Some BITs place an obligation on a host State to observe any other obligation entered into in relation to investments. It has been contended that this provides a basis upon which an investor can argue that a State’s violation of an investment contract can be elevated to a BIT breach. However, the exact effect of such clauses is a matter of some debate.

Remedies for breach of a BIT

BIT tribunals can award damages, interest and costs. A tribunal may order the cessation of the offending actions, although tribunals are generally reluctant to make such an order except in the clearest cases.

In contrast to normal arbitral awards, failure by a State to honour a BIT award may amount to a further breach of the BIT, entitling the claimant’s home country to take diplomatic action (e.g. retaliation or an ICJ action) against the offending State.

Dispute resolution options

BITs frequently provide a choice of dispute resolution mechanisms to an investor. Commonly, the choice will include resolution by:

  • the courts of the host State;
  • an arbitral institution - in this regard, most treaties provide for the dispute to be referred to ICSID; and/or
  • an ad hoc arbitration - most commonly to be conducted under the UNCITRAL rules.
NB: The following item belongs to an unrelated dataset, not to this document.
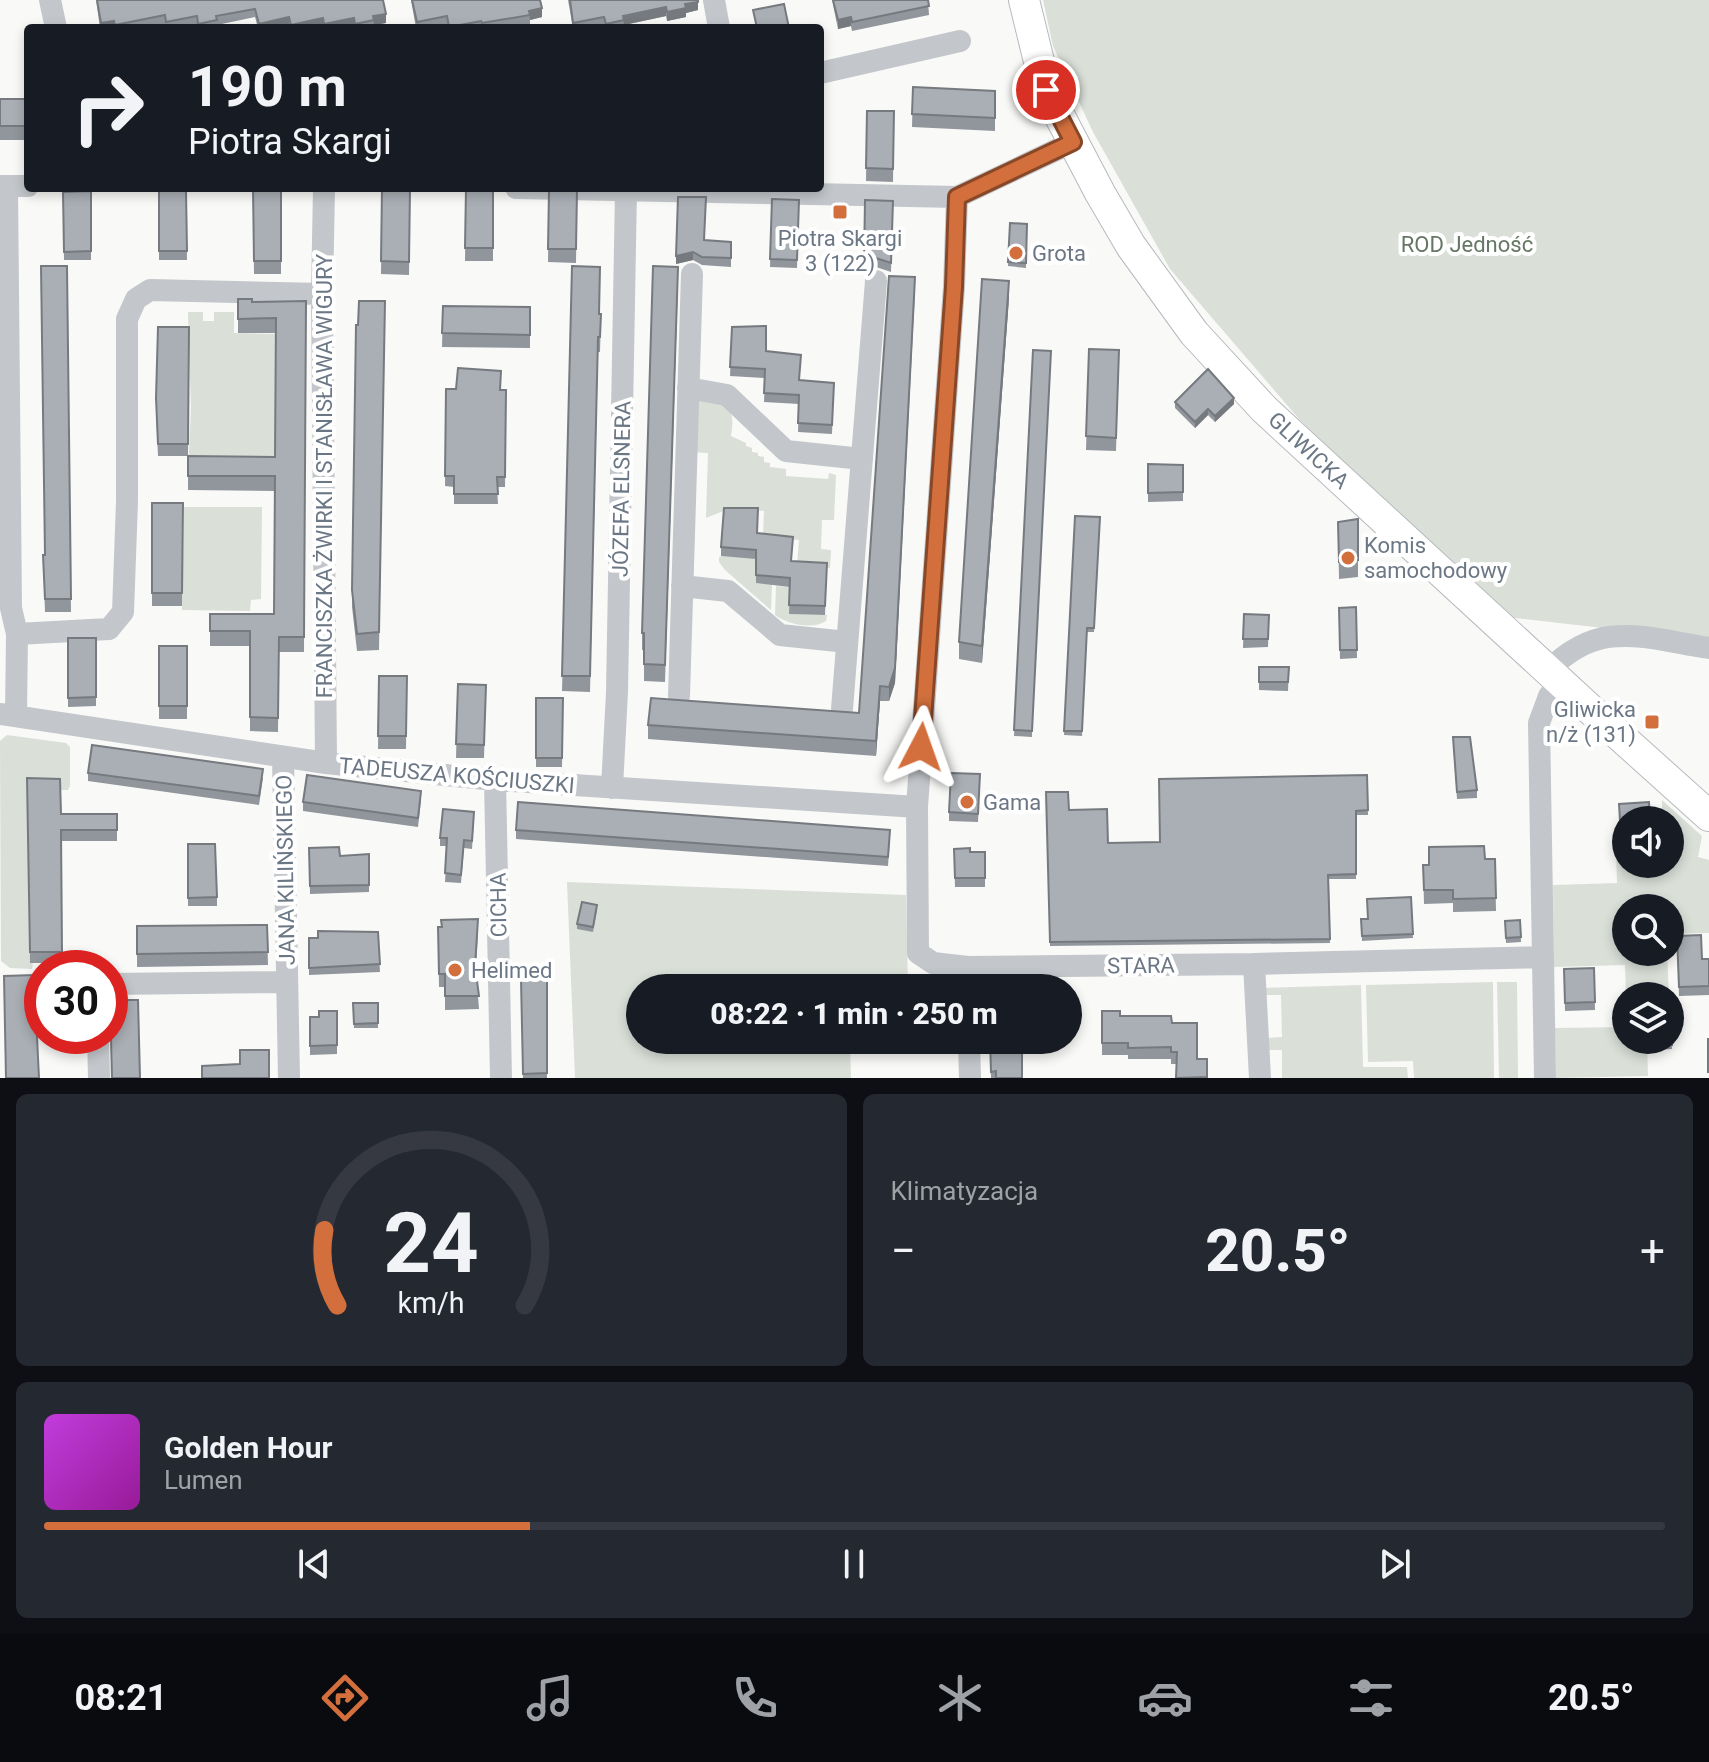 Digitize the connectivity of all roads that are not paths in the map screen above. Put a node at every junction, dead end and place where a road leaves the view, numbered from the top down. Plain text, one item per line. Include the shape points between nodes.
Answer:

Where ICSID is available, it will usually represent the most favourable option for an investor due to advantages such as the likelihood of obtaining an impartial tribunal, the ease of enforcement of awards under the ICSID convention and the potential for pressure to be brought on the offending State to satisfy any award as a result of ICSID’s connections to the World Bank. Additionally, ICSID awards tend to be published to the international community on ICSID’s website shortly after they have been rendered. The possibility that a State could be outed for investor-unfriendly activities on ICSID’s own website will often be cause for concern for a State.

BITs commonly do not contain an express choice of law clause. In such circumstances, tribunals have generally regarded the applicable law as being the relevant BIT standards and international law.